◆ **WORK INSTRUCTION**:
Determine which lines of the records include the word "graph", and copy them.

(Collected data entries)
*** Block opens ***

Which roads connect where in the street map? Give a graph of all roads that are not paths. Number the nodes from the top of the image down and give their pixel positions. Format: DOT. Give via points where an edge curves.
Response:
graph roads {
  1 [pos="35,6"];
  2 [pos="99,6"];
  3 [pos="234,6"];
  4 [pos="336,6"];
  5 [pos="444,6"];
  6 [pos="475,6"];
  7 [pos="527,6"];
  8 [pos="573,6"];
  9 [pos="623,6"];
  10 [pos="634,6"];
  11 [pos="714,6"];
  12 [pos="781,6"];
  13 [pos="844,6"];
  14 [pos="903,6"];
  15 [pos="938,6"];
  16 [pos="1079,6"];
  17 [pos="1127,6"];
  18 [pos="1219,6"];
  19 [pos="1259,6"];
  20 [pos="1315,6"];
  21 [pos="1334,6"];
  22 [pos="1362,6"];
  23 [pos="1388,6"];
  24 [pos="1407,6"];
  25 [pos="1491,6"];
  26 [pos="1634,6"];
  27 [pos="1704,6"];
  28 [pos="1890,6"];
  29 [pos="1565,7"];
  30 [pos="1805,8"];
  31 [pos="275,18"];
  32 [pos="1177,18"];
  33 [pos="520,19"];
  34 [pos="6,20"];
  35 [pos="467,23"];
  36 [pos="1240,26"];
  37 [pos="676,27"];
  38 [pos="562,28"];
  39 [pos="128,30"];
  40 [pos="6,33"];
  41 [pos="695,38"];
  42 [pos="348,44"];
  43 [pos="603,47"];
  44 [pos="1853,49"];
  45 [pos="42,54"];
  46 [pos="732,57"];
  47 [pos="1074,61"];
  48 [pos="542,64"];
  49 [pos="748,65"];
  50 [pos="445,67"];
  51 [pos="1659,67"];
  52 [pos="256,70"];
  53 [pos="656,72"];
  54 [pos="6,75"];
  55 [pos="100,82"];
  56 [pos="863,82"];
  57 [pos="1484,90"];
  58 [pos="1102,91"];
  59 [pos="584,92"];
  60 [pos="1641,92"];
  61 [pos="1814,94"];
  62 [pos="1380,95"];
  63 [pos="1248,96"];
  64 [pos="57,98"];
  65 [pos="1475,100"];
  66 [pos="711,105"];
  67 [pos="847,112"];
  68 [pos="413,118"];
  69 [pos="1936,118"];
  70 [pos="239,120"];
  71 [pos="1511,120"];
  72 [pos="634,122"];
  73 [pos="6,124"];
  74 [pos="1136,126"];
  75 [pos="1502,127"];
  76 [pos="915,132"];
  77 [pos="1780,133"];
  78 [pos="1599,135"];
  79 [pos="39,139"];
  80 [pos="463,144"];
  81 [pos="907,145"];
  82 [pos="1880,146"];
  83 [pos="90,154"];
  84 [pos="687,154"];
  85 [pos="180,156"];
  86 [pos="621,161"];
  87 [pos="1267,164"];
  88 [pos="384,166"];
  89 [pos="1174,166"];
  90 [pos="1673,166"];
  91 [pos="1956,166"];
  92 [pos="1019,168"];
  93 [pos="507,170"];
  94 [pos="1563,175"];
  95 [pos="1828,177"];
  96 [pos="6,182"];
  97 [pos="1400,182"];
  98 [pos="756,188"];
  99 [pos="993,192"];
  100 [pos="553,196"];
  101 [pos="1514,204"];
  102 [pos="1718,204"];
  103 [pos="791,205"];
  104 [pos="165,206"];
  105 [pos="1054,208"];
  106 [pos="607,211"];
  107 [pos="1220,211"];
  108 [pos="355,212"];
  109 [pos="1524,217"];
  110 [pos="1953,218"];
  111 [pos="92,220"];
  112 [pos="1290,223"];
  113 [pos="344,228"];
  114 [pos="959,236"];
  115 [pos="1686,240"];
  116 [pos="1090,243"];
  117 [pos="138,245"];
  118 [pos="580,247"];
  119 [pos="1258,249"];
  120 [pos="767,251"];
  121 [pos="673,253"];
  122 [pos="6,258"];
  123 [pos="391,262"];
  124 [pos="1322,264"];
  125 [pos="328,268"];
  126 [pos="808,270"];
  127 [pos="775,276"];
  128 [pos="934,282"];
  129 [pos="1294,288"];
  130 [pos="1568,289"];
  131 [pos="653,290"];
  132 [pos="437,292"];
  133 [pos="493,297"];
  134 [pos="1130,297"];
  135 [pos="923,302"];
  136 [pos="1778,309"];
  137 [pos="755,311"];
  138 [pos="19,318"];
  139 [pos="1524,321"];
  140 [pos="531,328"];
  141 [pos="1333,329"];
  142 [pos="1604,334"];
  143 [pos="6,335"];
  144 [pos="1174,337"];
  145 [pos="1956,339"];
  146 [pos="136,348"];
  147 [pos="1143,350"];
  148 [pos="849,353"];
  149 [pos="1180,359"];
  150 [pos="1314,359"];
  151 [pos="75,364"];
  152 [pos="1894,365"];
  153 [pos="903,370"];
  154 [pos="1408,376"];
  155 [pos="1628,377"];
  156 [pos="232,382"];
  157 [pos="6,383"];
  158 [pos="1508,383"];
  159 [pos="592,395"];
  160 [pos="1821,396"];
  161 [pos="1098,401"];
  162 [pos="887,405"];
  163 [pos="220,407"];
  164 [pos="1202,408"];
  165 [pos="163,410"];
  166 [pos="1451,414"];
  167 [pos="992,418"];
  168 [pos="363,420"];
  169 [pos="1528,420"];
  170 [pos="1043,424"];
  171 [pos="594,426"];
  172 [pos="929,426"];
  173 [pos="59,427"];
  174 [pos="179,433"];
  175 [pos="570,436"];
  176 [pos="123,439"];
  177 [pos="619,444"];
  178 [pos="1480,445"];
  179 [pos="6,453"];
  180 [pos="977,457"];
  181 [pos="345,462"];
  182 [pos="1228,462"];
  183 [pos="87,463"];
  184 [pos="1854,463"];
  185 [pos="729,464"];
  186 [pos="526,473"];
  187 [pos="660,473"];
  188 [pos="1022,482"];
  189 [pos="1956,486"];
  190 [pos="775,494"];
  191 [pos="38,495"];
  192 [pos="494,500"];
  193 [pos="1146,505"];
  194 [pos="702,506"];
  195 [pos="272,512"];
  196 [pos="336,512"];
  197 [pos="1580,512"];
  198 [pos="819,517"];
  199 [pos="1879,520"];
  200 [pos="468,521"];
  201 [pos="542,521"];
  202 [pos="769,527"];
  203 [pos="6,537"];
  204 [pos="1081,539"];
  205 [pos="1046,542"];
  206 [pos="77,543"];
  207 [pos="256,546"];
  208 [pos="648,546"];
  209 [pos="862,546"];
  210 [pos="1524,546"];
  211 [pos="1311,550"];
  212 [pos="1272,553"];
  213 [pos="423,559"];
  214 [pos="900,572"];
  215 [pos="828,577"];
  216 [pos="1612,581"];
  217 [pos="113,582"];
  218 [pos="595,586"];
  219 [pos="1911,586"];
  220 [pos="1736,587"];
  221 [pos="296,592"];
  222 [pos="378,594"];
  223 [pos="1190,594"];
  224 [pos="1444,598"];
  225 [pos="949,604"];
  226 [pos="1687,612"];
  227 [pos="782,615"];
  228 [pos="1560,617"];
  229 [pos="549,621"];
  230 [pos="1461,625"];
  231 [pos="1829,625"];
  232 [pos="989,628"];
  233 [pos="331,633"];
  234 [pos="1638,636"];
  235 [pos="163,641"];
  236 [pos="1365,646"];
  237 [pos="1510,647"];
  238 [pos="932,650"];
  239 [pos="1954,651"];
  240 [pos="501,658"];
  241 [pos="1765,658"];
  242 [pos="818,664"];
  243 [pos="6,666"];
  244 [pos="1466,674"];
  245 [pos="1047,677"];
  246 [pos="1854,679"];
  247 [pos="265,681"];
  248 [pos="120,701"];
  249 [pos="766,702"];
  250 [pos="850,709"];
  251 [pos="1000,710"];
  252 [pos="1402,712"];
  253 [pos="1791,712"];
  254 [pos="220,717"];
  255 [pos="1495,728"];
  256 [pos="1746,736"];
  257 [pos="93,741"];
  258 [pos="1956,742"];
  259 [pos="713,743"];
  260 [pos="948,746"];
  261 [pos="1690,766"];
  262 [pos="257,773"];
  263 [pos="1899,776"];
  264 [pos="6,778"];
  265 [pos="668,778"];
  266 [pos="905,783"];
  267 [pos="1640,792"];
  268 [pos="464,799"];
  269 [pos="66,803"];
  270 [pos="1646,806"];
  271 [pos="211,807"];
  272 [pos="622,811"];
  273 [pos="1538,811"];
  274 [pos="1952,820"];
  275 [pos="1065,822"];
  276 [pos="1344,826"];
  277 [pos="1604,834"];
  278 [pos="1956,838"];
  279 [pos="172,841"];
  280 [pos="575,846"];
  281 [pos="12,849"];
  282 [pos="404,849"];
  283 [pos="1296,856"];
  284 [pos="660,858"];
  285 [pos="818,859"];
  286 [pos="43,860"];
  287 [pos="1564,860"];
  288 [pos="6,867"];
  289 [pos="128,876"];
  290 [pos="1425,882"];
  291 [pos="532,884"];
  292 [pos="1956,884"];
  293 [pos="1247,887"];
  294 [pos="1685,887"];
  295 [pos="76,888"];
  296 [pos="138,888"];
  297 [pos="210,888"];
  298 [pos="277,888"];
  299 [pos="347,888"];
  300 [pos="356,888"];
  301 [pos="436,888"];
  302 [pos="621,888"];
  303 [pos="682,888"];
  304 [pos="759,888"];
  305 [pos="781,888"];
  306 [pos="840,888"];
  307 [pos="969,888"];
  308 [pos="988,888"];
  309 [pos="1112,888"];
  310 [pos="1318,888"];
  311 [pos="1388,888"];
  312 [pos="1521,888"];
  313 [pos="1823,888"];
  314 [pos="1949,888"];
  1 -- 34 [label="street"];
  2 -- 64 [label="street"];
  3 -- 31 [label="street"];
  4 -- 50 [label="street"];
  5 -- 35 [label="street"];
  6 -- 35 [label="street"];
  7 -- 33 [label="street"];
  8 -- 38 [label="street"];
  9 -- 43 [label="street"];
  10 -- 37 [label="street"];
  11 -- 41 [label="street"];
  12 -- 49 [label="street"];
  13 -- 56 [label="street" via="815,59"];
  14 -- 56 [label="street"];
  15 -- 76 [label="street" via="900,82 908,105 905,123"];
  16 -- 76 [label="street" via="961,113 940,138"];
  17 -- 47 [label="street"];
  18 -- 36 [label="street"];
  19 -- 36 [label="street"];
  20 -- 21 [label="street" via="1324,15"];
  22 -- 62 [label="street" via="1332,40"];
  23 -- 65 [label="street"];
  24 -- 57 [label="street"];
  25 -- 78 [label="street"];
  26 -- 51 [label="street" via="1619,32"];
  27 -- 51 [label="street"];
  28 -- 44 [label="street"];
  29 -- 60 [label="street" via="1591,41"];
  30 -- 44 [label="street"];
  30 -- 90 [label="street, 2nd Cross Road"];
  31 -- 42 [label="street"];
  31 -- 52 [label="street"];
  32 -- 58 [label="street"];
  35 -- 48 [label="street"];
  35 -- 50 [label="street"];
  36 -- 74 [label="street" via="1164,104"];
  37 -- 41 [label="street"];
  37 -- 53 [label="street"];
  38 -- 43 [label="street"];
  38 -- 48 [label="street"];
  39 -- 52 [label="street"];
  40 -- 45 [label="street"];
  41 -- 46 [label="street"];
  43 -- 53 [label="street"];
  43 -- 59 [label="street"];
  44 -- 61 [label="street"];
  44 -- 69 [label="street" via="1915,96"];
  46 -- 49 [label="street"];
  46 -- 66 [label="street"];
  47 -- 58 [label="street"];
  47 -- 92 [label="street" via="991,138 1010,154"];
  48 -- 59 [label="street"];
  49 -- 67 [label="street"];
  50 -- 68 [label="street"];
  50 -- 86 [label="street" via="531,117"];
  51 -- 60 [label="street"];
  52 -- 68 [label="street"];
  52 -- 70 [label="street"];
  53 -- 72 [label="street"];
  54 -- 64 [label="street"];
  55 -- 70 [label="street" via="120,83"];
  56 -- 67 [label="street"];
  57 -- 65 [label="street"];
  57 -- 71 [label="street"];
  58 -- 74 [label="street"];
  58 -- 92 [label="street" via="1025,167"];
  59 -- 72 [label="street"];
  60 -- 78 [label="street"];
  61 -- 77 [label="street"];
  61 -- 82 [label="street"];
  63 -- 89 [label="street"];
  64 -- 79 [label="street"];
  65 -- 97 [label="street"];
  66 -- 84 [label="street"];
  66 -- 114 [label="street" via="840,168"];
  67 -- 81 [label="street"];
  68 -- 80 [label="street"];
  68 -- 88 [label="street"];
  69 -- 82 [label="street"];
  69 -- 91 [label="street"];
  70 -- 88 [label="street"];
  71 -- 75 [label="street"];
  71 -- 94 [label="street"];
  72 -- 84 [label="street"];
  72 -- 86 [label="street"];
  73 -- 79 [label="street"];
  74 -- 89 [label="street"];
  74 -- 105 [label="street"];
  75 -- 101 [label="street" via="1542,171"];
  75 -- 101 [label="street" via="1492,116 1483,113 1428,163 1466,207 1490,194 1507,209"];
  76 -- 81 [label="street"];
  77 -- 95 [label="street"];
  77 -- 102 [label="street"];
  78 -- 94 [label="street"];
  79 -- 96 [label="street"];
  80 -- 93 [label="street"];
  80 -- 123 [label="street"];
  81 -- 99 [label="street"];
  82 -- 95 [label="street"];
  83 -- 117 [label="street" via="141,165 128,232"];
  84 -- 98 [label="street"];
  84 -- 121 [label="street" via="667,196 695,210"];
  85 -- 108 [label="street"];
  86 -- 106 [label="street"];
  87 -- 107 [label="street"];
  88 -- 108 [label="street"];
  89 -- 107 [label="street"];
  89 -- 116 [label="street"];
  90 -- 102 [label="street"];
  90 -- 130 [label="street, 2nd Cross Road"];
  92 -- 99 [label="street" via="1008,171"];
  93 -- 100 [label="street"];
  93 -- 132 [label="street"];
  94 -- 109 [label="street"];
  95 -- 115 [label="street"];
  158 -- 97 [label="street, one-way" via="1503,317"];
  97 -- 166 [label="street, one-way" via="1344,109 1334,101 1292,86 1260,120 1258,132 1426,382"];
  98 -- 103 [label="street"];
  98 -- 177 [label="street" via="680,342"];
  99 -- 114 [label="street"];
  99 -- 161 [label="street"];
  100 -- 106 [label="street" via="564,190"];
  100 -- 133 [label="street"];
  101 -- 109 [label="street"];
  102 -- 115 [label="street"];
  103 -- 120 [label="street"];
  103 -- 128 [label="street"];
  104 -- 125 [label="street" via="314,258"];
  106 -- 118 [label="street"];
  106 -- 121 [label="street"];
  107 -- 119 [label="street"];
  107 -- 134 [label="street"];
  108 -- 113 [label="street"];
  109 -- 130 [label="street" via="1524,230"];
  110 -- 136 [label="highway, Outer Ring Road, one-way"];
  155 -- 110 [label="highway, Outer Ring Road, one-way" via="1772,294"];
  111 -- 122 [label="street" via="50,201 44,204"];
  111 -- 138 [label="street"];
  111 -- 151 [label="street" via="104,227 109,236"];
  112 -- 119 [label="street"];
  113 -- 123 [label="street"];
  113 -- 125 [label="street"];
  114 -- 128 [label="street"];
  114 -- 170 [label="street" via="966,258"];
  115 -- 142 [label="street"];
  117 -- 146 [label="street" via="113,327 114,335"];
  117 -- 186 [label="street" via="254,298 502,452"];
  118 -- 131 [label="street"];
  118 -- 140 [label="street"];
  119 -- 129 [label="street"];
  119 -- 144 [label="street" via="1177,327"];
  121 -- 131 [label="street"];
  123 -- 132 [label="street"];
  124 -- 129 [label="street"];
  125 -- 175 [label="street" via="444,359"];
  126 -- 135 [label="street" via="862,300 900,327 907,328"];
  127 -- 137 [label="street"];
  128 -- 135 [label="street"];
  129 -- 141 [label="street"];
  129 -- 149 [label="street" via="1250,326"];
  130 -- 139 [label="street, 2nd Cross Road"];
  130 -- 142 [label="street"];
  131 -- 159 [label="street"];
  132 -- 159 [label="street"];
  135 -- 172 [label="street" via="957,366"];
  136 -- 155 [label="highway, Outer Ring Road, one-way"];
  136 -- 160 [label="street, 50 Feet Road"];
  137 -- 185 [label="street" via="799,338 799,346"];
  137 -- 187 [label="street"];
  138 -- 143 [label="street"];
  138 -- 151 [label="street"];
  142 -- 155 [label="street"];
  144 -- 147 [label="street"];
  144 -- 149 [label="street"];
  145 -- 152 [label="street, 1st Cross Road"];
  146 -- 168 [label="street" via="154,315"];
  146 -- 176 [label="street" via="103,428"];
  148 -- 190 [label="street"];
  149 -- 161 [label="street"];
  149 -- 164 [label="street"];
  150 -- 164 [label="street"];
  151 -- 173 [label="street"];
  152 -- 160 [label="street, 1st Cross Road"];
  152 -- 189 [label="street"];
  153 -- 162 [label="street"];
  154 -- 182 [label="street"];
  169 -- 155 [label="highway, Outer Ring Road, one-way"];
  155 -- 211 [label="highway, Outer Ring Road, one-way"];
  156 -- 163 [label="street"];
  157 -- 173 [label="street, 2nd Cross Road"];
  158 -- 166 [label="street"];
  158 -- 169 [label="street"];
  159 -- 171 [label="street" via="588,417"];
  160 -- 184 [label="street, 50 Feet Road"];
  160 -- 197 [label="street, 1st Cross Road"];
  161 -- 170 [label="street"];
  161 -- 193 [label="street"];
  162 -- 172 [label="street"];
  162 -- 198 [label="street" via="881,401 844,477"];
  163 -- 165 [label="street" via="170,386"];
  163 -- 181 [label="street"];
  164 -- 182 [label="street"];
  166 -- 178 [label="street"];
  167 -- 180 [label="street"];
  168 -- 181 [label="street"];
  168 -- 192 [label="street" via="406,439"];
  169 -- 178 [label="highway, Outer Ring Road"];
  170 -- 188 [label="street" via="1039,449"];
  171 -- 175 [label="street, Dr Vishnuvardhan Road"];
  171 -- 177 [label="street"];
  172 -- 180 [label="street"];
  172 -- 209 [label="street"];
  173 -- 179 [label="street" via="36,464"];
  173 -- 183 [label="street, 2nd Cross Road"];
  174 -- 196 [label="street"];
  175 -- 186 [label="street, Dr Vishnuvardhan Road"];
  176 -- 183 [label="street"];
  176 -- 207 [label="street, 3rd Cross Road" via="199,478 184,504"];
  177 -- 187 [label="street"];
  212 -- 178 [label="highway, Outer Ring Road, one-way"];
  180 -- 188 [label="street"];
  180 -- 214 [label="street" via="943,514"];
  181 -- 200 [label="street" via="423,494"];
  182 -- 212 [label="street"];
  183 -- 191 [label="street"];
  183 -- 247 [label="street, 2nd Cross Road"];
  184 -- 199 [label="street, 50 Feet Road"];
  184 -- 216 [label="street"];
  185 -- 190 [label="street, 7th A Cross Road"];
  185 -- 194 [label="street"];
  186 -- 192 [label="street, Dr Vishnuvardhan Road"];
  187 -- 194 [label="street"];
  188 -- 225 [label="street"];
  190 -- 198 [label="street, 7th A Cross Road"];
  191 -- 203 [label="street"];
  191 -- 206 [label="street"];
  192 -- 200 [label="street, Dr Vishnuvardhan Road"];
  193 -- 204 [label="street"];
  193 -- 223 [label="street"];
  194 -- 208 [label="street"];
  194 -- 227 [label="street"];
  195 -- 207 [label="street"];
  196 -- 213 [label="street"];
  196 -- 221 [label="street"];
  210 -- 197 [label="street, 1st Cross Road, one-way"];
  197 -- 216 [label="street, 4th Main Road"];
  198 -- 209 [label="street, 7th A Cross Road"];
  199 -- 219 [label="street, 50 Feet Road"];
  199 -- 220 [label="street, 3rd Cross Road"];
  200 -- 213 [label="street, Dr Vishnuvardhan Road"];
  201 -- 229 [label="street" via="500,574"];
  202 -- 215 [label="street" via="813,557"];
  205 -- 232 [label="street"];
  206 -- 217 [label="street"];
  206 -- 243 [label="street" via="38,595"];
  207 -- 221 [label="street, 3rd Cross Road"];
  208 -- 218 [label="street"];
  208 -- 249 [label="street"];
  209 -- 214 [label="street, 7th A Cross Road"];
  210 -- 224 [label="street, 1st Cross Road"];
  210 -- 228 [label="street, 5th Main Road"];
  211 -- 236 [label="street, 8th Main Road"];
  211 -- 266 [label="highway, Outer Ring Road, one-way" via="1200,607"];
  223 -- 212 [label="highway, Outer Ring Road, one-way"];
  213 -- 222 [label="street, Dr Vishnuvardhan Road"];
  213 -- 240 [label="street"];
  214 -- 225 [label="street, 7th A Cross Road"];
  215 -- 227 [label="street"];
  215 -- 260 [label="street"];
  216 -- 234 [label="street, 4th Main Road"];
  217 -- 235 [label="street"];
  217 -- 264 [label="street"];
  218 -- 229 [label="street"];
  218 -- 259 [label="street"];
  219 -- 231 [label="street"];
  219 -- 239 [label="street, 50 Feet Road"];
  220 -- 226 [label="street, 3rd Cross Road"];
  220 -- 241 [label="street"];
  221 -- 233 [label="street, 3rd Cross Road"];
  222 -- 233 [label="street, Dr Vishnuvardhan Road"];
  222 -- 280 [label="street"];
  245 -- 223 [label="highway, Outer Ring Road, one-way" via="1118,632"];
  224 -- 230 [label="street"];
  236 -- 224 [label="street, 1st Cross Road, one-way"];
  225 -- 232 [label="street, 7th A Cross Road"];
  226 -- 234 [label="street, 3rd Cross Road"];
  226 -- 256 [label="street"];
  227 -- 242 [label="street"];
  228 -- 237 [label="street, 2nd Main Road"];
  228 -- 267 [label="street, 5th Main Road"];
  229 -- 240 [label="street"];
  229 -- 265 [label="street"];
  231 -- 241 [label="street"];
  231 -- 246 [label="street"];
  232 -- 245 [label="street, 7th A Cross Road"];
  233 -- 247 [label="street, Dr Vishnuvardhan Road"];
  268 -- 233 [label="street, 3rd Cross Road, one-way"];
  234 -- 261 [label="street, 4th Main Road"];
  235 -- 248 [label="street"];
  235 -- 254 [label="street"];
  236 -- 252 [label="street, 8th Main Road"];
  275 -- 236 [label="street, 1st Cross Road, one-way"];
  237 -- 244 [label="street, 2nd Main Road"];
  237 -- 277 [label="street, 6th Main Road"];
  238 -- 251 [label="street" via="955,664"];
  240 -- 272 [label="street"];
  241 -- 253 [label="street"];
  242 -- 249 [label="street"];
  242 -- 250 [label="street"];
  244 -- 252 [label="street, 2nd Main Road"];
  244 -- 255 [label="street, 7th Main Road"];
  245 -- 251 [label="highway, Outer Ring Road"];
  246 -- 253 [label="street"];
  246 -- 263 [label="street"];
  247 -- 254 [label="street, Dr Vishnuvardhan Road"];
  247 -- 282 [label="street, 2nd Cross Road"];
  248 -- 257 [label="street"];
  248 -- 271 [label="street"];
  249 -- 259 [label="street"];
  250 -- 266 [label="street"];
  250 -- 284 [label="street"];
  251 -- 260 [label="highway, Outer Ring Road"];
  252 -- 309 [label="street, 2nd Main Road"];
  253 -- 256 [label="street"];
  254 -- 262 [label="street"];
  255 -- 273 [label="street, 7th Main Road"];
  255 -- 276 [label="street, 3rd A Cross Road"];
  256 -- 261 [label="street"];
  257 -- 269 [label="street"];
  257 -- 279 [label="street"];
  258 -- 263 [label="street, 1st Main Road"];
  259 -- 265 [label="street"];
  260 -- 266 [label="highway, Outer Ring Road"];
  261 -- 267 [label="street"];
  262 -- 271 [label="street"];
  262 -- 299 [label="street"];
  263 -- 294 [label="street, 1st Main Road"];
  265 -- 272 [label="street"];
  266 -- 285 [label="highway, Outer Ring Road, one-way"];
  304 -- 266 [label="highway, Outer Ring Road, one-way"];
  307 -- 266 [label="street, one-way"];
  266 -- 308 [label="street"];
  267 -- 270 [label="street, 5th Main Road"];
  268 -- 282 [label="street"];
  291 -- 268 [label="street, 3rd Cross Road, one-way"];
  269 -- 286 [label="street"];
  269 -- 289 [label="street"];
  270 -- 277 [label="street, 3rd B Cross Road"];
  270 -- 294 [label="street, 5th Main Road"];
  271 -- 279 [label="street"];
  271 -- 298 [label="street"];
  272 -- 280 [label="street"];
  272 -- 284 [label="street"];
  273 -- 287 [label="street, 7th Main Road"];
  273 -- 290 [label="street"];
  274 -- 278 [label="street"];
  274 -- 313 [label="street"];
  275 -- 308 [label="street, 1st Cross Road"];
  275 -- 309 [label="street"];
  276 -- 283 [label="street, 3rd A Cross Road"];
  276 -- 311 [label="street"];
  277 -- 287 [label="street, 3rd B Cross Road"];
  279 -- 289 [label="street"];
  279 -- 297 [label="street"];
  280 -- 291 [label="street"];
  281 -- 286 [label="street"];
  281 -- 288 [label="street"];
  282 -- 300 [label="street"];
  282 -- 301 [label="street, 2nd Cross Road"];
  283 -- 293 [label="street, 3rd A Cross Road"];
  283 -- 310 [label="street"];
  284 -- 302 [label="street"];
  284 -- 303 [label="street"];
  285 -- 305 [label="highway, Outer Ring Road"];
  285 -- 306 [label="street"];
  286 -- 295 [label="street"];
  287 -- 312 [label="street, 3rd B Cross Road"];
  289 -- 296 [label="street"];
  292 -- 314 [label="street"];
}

*** Block closes ***

◆ **EXERCISE ANSWER**:
Which roads connect where in the street map? Give a graph of all roads that are not paths. Number the nodes from the top of the image down and give their pixel positions. Format: DOT. Give via points where an edge curves.
graph roads {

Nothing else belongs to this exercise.